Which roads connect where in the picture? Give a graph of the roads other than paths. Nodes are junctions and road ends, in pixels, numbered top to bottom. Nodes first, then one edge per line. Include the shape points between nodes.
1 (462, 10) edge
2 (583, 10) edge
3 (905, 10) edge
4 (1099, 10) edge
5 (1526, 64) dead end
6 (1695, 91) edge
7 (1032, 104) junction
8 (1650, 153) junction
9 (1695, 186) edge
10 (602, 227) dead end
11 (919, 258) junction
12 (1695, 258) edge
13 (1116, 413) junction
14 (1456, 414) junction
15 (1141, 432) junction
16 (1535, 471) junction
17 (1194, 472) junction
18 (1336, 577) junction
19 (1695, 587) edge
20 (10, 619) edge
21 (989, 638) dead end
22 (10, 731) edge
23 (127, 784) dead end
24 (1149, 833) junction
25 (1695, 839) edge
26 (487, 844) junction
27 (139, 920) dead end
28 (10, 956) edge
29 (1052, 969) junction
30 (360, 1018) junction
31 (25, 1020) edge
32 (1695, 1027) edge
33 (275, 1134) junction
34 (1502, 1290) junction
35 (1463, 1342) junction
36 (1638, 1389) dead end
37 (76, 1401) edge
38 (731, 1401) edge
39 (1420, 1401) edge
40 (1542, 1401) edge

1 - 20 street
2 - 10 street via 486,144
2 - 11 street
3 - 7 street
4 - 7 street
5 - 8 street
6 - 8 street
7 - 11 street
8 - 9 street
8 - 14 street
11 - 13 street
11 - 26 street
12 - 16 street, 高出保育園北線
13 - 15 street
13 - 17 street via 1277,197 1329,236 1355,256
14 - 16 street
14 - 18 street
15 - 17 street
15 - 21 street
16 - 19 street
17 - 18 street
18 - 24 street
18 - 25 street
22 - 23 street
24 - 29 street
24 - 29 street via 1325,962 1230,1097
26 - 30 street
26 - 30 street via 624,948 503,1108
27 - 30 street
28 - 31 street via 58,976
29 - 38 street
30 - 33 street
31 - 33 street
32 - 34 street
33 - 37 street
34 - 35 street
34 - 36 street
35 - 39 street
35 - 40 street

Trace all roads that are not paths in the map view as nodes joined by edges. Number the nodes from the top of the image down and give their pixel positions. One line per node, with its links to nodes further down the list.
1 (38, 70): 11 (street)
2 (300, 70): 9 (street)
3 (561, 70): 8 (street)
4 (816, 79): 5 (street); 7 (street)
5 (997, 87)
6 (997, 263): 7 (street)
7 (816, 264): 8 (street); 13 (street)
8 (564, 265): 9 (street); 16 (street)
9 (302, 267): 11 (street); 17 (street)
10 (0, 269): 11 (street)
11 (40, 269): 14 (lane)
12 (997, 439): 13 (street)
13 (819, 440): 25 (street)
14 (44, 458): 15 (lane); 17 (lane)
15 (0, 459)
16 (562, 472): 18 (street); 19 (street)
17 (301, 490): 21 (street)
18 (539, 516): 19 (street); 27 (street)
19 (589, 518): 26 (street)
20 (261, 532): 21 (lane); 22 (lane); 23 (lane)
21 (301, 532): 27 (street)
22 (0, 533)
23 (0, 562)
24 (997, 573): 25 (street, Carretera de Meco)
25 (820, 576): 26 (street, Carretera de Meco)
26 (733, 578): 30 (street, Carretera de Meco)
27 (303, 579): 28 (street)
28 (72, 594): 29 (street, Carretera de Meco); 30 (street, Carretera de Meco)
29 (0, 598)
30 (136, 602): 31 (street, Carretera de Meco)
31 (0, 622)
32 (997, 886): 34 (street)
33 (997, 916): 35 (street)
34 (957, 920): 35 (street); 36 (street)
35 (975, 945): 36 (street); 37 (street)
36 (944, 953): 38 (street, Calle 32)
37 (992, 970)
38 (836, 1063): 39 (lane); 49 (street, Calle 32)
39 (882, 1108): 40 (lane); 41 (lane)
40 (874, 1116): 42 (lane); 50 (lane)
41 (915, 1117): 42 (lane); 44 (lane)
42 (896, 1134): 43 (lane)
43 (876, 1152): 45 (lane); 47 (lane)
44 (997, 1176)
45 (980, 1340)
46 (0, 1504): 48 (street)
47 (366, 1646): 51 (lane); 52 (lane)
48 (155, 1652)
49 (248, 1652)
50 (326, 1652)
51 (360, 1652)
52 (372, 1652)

- - - - - - -

PROBLEM
In full and without alteration, write out the data above.

YOUR RESPONSE
Which roads connect where in the picture? Give a graph of the roads other than paths. Nodes are junctions and road ends, in pixels, numbered top to bottom. Nodes first, then one edge per line. Include the shape points between nodes.
1 (462, 10) edge
2 (583, 10) edge
3 (905, 10) edge
4 (1099, 10) edge
5 (1526, 64) dead end
6 (1695, 91) edge
7 (1032, 104) junction
8 (1650, 153) junction
9 (1695, 186) edge
10 (602, 227) dead end
11 (919, 258) junction
12 (1695, 258) edge
13 (1116, 413) junction
14 (1456, 414) junction
15 (1141, 432) junction
16 (1535, 471) junction
17 (1194, 472) junction
18 (1336, 577) junction
19 (1695, 587) edge
20 (10, 619) edge
21 (989, 638) dead end
22 (10, 731) edge
23 (127, 784) dead end
24 (1149, 833) junction
25 (1695, 839) edge
26 (487, 844) junction
27 (139, 920) dead end
28 (10, 956) edge
29 (1052, 969) junction
30 (360, 1018) junction
31 (25, 1020) edge
32 (1695, 1027) edge
33 (275, 1134) junction
34 (1502, 1290) junction
35 (1463, 1342) junction
36 (1638, 1389) dead end
37 (76, 1401) edge
38 (731, 1401) edge
39 (1420, 1401) edge
40 (1542, 1401) edge

1 - 20 street
2 - 10 street via 486,144
2 - 11 street
3 - 7 street
4 - 7 street
5 - 8 street
6 - 8 street
7 - 11 street
8 - 9 street
8 - 14 street
11 - 13 street
11 - 26 street
12 - 16 street, 高出保育園北線
13 - 15 street
13 - 17 street via 1277,197 1329,236 1355,256
14 - 16 street
14 - 18 street
15 - 17 street
15 - 21 street
16 - 19 street
17 - 18 street
18 - 24 street
18 - 25 street
22 - 23 street
24 - 29 street
24 - 29 street via 1325,962 1230,1097
26 - 30 street
26 - 30 street via 624,948 503,1108
27 - 30 street
28 - 31 street via 58,976
29 - 38 street
30 - 33 street
31 - 33 street
32 - 34 street
33 - 37 street
34 - 35 street
34 - 36 street
35 - 39 street
35 - 40 street

Trace all roads that are not paths in the map view as nodes joined by edges. Number the nodes from the top of the image down and give their pixel positions. One line per node, with its links to nodes further down the list.
1 (38, 70): 11 (street)
2 (300, 70): 9 (street)
3 (561, 70): 8 (street)
4 (816, 79): 5 (street); 7 (street)
5 (997, 87)
6 (997, 263): 7 (street)
7 (816, 264): 8 (street); 13 (street)
8 (564, 265): 9 (street); 16 (street)
9 (302, 267): 11 (street); 17 (street)
10 (0, 269): 11 (street)
11 (40, 269): 14 (lane)
12 (997, 439): 13 (street)
13 (819, 440): 25 (street)
14 (44, 458): 15 (lane); 17 (lane)
15 (0, 459)
16 (562, 472): 18 (street); 19 (street)
17 (301, 490): 21 (street)
18 (539, 516): 19 (street); 27 (street)
19 (589, 518): 26 (street)
20 (261, 532): 21 (lane); 22 (lane); 23 (lane)
21 (301, 532): 27 (street)
22 (0, 533)
23 (0, 562)
24 (997, 573): 25 (street, Carretera de Meco)
25 (820, 576): 26 (street, Carretera de Meco)
26 (733, 578): 30 (street, Carretera de Meco)
27 (303, 579): 28 (street)
28 (72, 594): 29 (street, Carretera de Meco); 30 (street, Carretera de Meco)
29 (0, 598)
30 (136, 602): 31 (street, Carretera de Meco)
31 (0, 622)
32 (997, 886): 34 (street)
33 (997, 916): 35 (street)
34 (957, 920): 35 (street); 36 (street)
35 (975, 945): 36 (street); 37 (street)
36 (944, 953): 38 (street, Calle 32)
37 (992, 970)
38 (836, 1063): 39 (lane); 49 (street, Calle 32)
39 (882, 1108): 40 (lane); 41 (lane)
40 (874, 1116): 42 (lane); 50 (lane)
41 (915, 1117): 42 (lane); 44 (lane)
42 (896, 1134): 43 (lane)
43 (876, 1152): 45 (lane); 47 (lane)
44 (997, 1176)
45 (980, 1340)
46 (0, 1504): 48 (street)
47 (366, 1646): 51 (lane); 52 (lane)
48 (155, 1652)
49 (248, 1652)
50 (326, 1652)
51 (360, 1652)
52 (372, 1652)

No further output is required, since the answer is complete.